Is knocking down a dining-kitchen wall worth it for an open plan?

8 Replies

This is my first full rehab! How exciting is this!

I am rehabbing a small 1950's cape that I feel has a really good potential but like many capes of its vintage it has a pretty claustrophobic floor plan downstairs with many small rooms and 7' ceilings. The dining room and kitchen are each about 10x11 and I'm debating tearing the wall down that separates them. My first thought is that it was a no brainer, but my realtor got into my head when she said that it may harm resale to only have an eat in kitchen and not have a formal dining room. Which way do most of you all go on this decision? 

Taking the wall down would take very little effort and cost. I just don't want to shoot myself in the foot if doing away with a dining room is going to work against my goals.

Thanks for your input!

Updated over 2 years ago

It may be significant to add that there is a 15-lite door in the dining room that leads to a back deck. The dining room also has another door coming in from a mudroom/side entrance and the dining room opens to the living room as well as the kitchen. Point being to that all these egresses may help the open feel if the wall was removed.

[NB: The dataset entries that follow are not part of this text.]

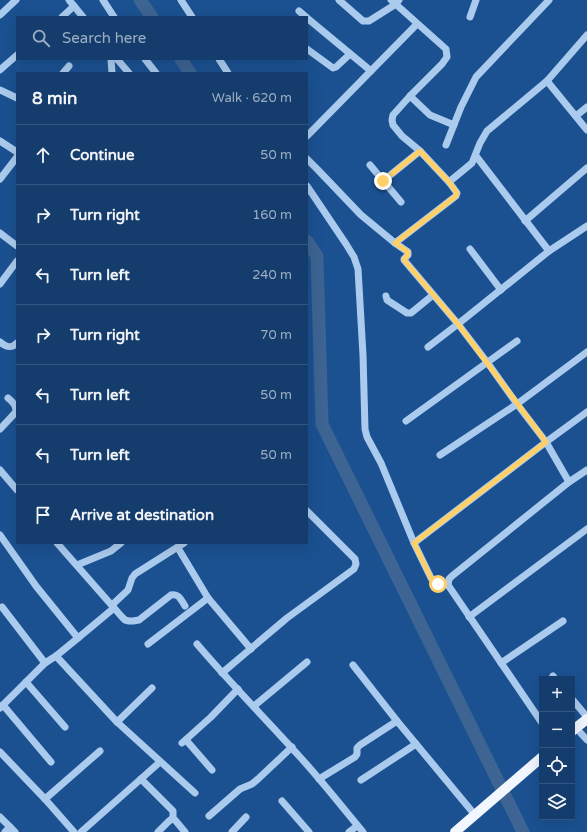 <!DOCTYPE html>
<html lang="en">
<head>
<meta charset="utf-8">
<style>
  :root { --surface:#143d6d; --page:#214875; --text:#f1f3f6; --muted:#9daec2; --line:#335680 }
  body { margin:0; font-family:"Varela Round",sans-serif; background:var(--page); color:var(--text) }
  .controls { position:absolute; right:12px; bottom:12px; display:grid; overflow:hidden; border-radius:0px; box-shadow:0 4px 16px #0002 }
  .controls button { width:36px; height:36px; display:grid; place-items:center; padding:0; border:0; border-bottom:1px solid var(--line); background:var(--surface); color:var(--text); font:20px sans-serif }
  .stop { position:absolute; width:12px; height:12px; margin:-9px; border:3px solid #ffd068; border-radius:50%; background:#fff }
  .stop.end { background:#ffd068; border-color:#fff; box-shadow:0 1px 4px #0008 }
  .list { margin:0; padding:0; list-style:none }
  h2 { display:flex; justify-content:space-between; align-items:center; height:52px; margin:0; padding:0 16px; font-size:17px }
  h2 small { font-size:13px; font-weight:400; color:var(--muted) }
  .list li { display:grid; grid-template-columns:26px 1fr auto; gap:12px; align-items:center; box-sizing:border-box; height:60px; padding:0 16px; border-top:1px solid var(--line) }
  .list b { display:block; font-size:15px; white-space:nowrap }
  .list em { font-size:13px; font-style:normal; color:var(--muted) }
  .icon { flex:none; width:22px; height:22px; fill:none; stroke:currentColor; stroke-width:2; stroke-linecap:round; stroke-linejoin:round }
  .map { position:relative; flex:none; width:587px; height:832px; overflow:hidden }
  .search { position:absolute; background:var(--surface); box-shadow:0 4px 16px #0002; left:16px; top:16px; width:292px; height:44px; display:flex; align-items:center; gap:10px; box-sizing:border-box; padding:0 14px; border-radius:0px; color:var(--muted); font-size:15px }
  .panel { position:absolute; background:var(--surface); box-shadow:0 4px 16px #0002; left:16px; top:72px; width:292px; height:472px; border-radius:0px }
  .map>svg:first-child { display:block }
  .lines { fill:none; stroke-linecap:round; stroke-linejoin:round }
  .river { stroke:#3d6492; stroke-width:13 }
  .minor { stroke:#abcbee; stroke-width:7 }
  .major { stroke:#f2f7ff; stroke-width:10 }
  .route { stroke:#ffd068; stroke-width:5 }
</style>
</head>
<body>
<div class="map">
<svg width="587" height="832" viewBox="0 0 587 832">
  <rect width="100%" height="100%" fill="#1b5191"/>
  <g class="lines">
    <g class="river">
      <path d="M140 0 152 17"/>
      <path d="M181 59 190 73"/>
      <path d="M307 241 317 256 322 424 523 832"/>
    </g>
    <g class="minor">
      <path d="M103 0 114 17"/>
      <path d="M181 0 192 17"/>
      <path d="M339 0 363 21H369L396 4 399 0"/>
      <path d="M391 0 446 49 447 57 442 64 410 96 393 115 392 120 393 125 402 136 420 151 449 182"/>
      <path d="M74 6 83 17"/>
      <path d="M299 11 306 17"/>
      <path d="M0 15 16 0"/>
      <path d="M62 17 74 6 69 0"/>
      <path d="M470 17 476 0"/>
      <path d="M307 18 371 71"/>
      <path d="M307 49 333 68 336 67 350 54"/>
      <path d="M111 59 112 73"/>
      <path d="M117 59 129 73"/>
      <path d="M145 59 156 73"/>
      <path d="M219 59 228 73"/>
      <path d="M0 70 17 55"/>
      <path d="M63 73 69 66"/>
      <path d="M547 81 587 130"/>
      <path d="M0 90 17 98"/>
      <path d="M410 96 430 115 454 125"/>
      <path d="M576 116 587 107"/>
      <path d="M307 136 417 24"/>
      <path d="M0 141 17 152"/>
      <path d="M446 145 461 107 476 77 549 0"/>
      <path d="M476 156 549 251"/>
      <path d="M307 159 318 170 361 215 395 243"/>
      <path d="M370 165 401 202"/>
      <path d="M0 179 17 157"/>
      <path d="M383 181 420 151"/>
      <path d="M307 186 346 244 354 257 358 269 363 355 365 429 367 437 381 463 414 543 431 578 435 583 448 585"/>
      <path d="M525 221 587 168"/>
      <path d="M0 233 17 246"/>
      <path d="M470 249 501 290"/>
      <path d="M0 284 17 261"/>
      <path d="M386 296 387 300 407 313H411L433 295"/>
      <path d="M0 342C6 347 11 349 17 343"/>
      <path d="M428 347 458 324 549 251 587 226"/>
      <path d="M406 421 517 341"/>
      <path d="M0 429 15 413C18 407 13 402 8 398"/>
      <path d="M440 455 517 404 587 352"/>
      <path d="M0 470 17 490"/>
      <path d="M569 482 546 442 517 404 487 362 458 324 404 260V259L408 255V252L395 243 456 196 457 193 449 182 472 163 480 143 487 131 547 81 587 35"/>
      <path d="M0 535 36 586 78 638"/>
      <path d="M57 543 122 617 125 620 129 621H133L139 620 171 595C179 593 181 600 185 606"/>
      <path d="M414 543 546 442 587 412"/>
      <path d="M178 548 208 598 251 649"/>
      <path d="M77 565 111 551 121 543"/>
      <path d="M112 605 128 590 132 578 135 574 184 543"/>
      <path d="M2 607 45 663"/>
      <path d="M469 617 587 529"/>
      <path d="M148 644 208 598"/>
      <path d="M197 644C230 683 266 719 300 757 322 781 342 807 363 832"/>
      <path d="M56 656 117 722 195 793"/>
      <path d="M501 663 563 621"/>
      <path d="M353 665 397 721 475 815"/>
      <path d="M222 673 287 618 354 569 356 564 355 559 307 511"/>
      <path d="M553 676 555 679"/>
      <path d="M26 682 65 727"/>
      <path d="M572 699 587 717"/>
      <path d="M3 705 51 762"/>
      <path d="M254 706 307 662"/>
      <path d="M0 708 45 663 56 656 78 638 114 608"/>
      <path d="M117 722 152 688"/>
      <path d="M542 723 448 585 449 579 452 576 569 482 587 470"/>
      <path d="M576 728 587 740"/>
      <path d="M186 740 212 770"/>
      <path d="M182 743 211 717 238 689"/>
      <path d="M0 752 45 799 74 832"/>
      <path d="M141 779 173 811V817L172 819"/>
      <path d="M319 779 355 757 357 754V748L360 745 397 721"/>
      <path d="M361 780 416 744"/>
      <path d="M45 799 100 751"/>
      <path d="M282 801 309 832"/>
      <path d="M209 816 240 789 252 784 258 779 292 747"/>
      <path d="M0 817 10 827"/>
      <path d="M5 832 10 827 15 832"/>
      <path d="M81 832 160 762"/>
      <path d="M158 832 169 821 172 819 175 820 185 832"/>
      <path d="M232 832 246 817"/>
      <path d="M349 832 357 826"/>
    </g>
    <g class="major">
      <path d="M572 731 587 719"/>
      <path d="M455 832 542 757"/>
    </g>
  </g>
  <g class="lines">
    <path class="route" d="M383 181 420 151 449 182 457 193 456 196 395 243 408 252V255L404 259V260L458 324 546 442 414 543 431 578 433 581 438 584"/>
  </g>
</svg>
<div class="controls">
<button>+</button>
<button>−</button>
<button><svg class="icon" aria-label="locate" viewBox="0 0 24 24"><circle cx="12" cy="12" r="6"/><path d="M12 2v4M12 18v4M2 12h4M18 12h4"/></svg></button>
<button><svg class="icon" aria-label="layers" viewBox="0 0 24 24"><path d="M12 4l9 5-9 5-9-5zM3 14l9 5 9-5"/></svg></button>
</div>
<div class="stop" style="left:438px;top:584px"></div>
<div class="stop end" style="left:383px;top:181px"></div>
<div class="search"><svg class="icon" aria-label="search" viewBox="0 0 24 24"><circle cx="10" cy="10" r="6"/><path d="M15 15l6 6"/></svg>Search here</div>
<section class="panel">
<h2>8 min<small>Walk · 620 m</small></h2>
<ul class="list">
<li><svg class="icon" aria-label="ahead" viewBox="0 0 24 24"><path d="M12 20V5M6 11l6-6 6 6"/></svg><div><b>Continue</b></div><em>50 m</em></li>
<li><svg class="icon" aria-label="right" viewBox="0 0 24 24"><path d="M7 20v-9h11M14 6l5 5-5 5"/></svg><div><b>Turn right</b></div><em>160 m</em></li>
<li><svg class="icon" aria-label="left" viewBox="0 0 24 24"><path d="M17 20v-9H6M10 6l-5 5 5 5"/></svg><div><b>Turn left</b></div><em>240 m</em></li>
<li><svg class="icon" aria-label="right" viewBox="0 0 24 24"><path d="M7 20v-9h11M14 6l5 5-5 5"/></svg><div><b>Turn right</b></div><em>70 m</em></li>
<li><svg class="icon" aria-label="left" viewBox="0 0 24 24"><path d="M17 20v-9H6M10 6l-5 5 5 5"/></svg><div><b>Turn left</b></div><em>50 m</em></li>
<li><svg class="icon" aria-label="left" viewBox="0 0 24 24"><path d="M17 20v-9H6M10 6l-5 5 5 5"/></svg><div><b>Turn left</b></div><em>50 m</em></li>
<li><svg class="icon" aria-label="arrive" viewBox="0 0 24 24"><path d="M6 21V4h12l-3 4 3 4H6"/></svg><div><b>Arrive at destination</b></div></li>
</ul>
</section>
</div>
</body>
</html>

Open floor plans are all the craze right now but not always necessary if it's going to be a rental. Are you flipping the property? Don't assume it will be cheap. Taking out interior walls can be expensive and sometimes not possible if it's load bearing. Additionally, electrical outlets and plumbing may need to be relocated. I would look into this when developing a scope of work with an experienced contractor. 

Thanks for your reply Jaron. I should clarify that this will be a flip, and I would be DIY'ing the wall (I'm formerly a carpenter and this particular wall would be an easy one with regard to the great points you brought up).

If it is not load bearing, then I would tear it out if you think it will help as a rental. It can always be rebuilt for resale value when the time comes. The flooring transition is usually the most complicated part. If it is load bearing , then a header must be installed and a permit should be pulled. Both of those things may make it cost prohibitive. 

@Benny Cash an open flow has more appeal right now than a formal dining room. Another option may be a half wall or a pony wall that divides the spaces and visually blocks some of the kitchen clutter. You get a "formal" eating area along with the open view and flow. Here is a photo of one of mine. The wall is 4' tall and open at both ends. We attached a bar on the back side at normal stool height. You can see the dining chairs in the foreground. 

Personally, I would go for it. The more kitchen space you can create the better. Formal dining areas aren’t that popular anymore from what I’ve gathered. Make a nice spacious kitchen and a nice casual dining area and you’re set.

I would open the wall if it is not load bearing. Keep in mind that you will need to deal with fixing the floor(s) where the wall once stood and there is a likely a chance you will have to move some electrical and possibly plumbing or HVAC ductwork.

Opening a load bearing wall is cool, too, but you have to consider the extra costs associated with getting a structural engineer to report on and spec out what is needed for a beam, paying for the beam, and having it installed.